▶ TASK OBJECTIVE
Pick out all lines with the word "edge" from the records that follow.

▶ LISTED RECORDS
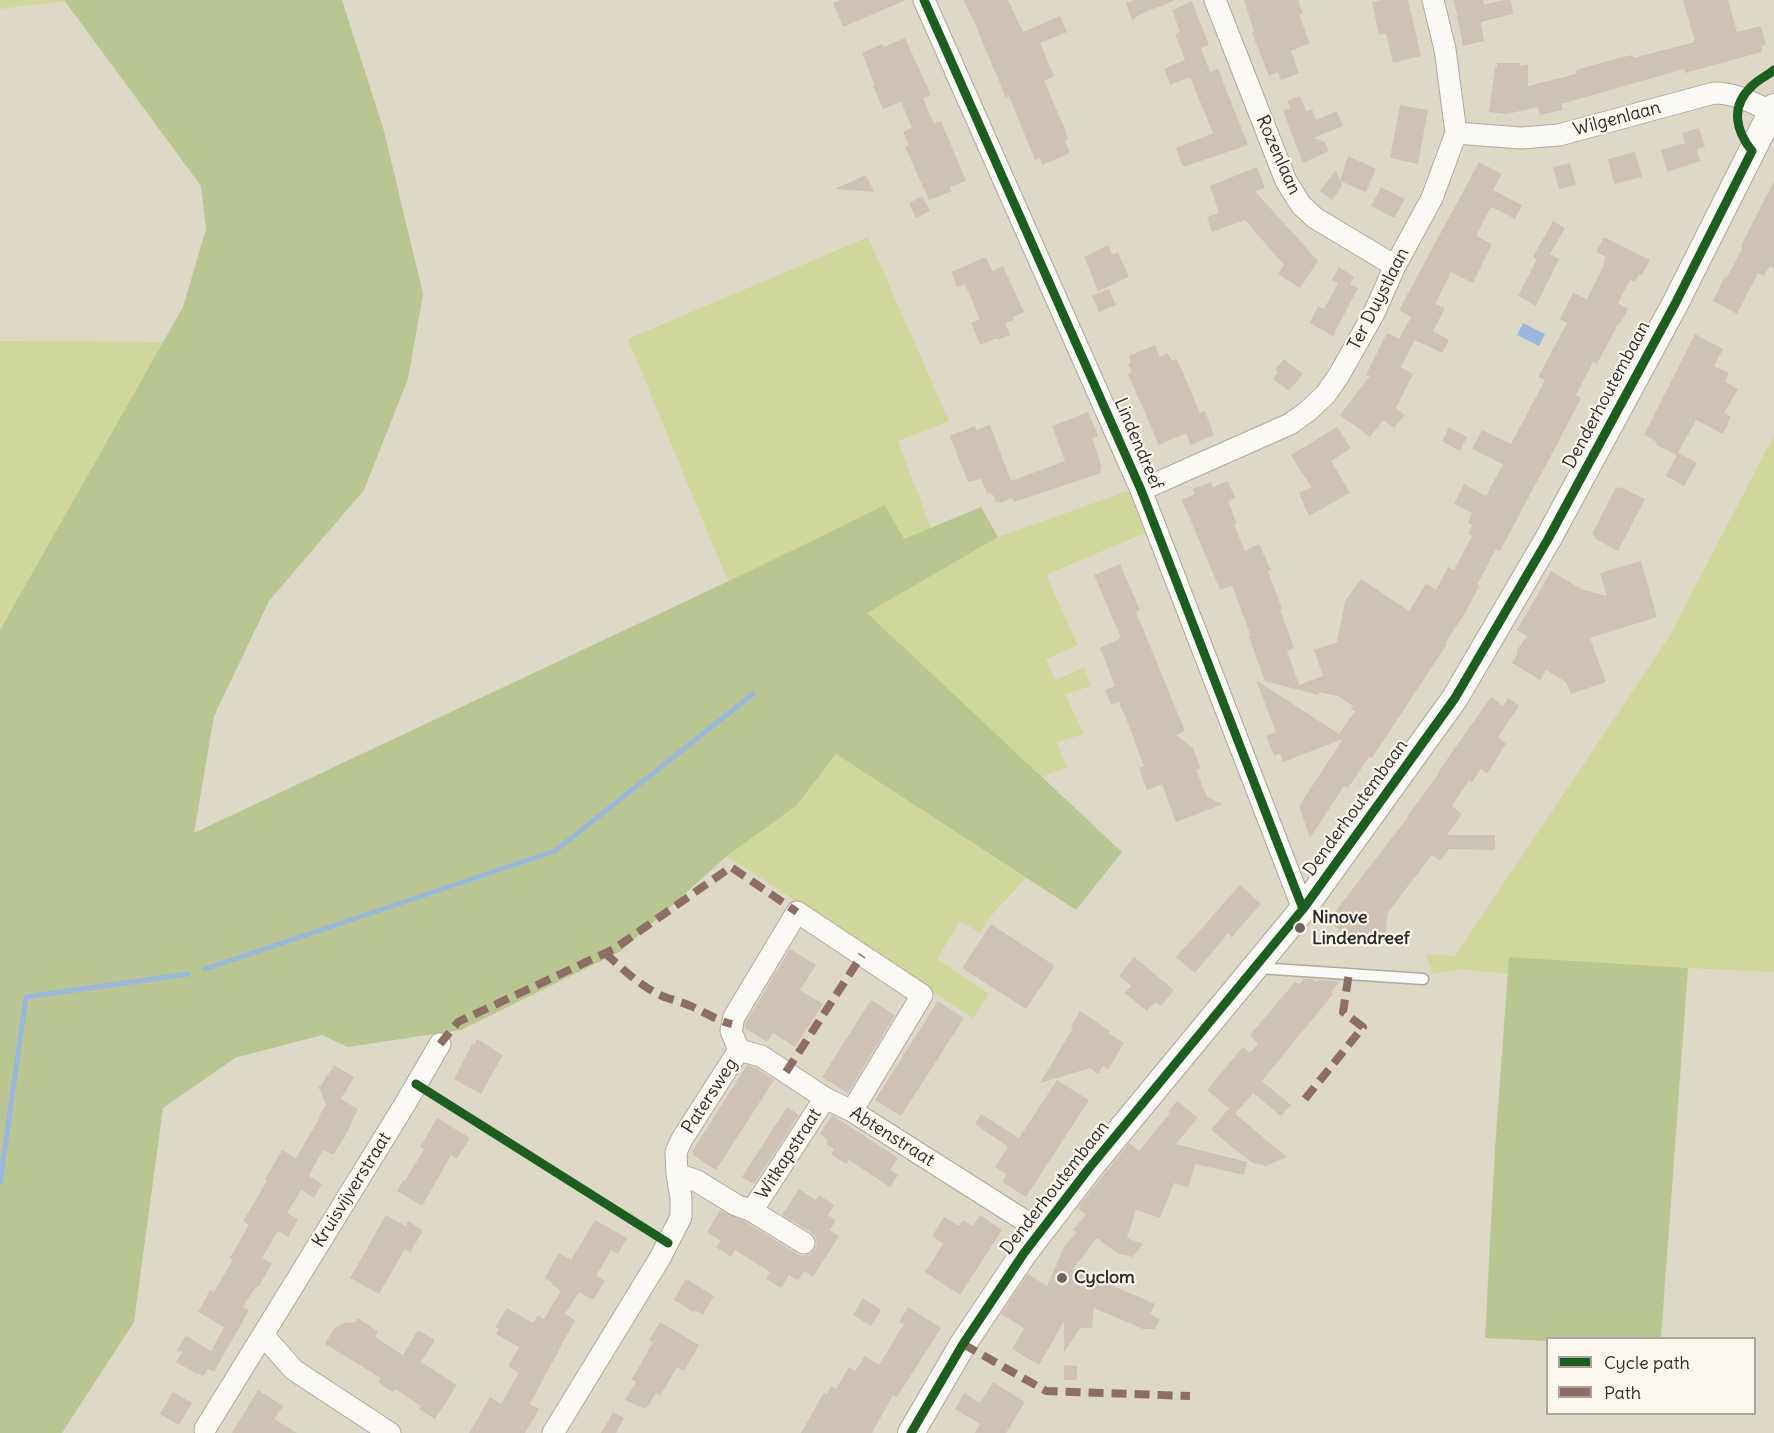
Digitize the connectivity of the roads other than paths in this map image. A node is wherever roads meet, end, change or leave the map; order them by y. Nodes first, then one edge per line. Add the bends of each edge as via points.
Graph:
1 (924, 0) edge
2 (1215, 0) edge
3 (1433, 0) edge
4 (1773, 110) edge
5 (1456, 133) junction
6 (1395, 266) junction
7 (1141, 490) junction
8 (1303, 909) junction
9 (1255, 968) junction
10 (1423, 979) dead end
11 (440, 1044) dead end
12 (739, 1050) junction
13 (825, 1098) junction
14 (852, 1112) junction
15 (677, 1174) junction
16 (752, 1211) junction
17 (1041, 1231) junction
18 (804, 1243) dead end
19 (262, 1335) junction
20 (205, 1429) dead end
21 (390, 1433) edge
22 (553, 1433) edge
23 (911, 1433) edge

1 - 7 street, Lindendreef
2 - 6 street, Rozenlaan via 1286,181 1301,206
3 - 5 street, Ter Duystlaan via 1445,49
4 - 5 street, Wilgenlaan via 1741,96 1714,93 1559,135 1521,138
4 - 8 street, Denderhoutembaan via 1648,355 1548,539 1455,698
5 - 6 street, Ter Duystlaan via 1432,198
6 - 7 street, Ter Duystlaan via 1340,375 1308,411 1268,435
7 - 8 street, Lindendreef
8 - 9 street, Denderhoutembaan
9 - 10 lane
9 - 17 street, Denderhoutembaan
11 - 19 street, Kruisvijverstraat
12 - 13 street, Abtenstraat via 761,1056
12 - 14 street, Patersweg via 730,1030 734,1017 797,912 922,995
12 - 15 street, Patersweg via 682,1139 676,1152
13 - 14 street, Abtenstraat
13 - 16 street, Witkapstraat
14 - 17 street, Abtenstraat
15 - 16 street, Witkapstraat via 697,1180
15 - 22 street, Patersweg via 681,1217
16 - 18 street, Witkapstraat
17 - 23 street, Denderhoutembaan via 963,1344
19 - 20 street, Kruisvijverstraat
19 - 21 street via 294,1370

▶ YOUR RESPONSE
Digitize the connectivity of the roads other than paths in this map image. A node is wherever roads meet, end, change or leave the map; order them by y. Nodes first, then one edge per line. Add the bends of each edge as via points.
1 (924, 0) edge
2 (1215, 0) edge
3 (1433, 0) edge
4 (1773, 110) edge
21 (390, 1433) edge
22 (553, 1433) edge
23 (911, 1433) edge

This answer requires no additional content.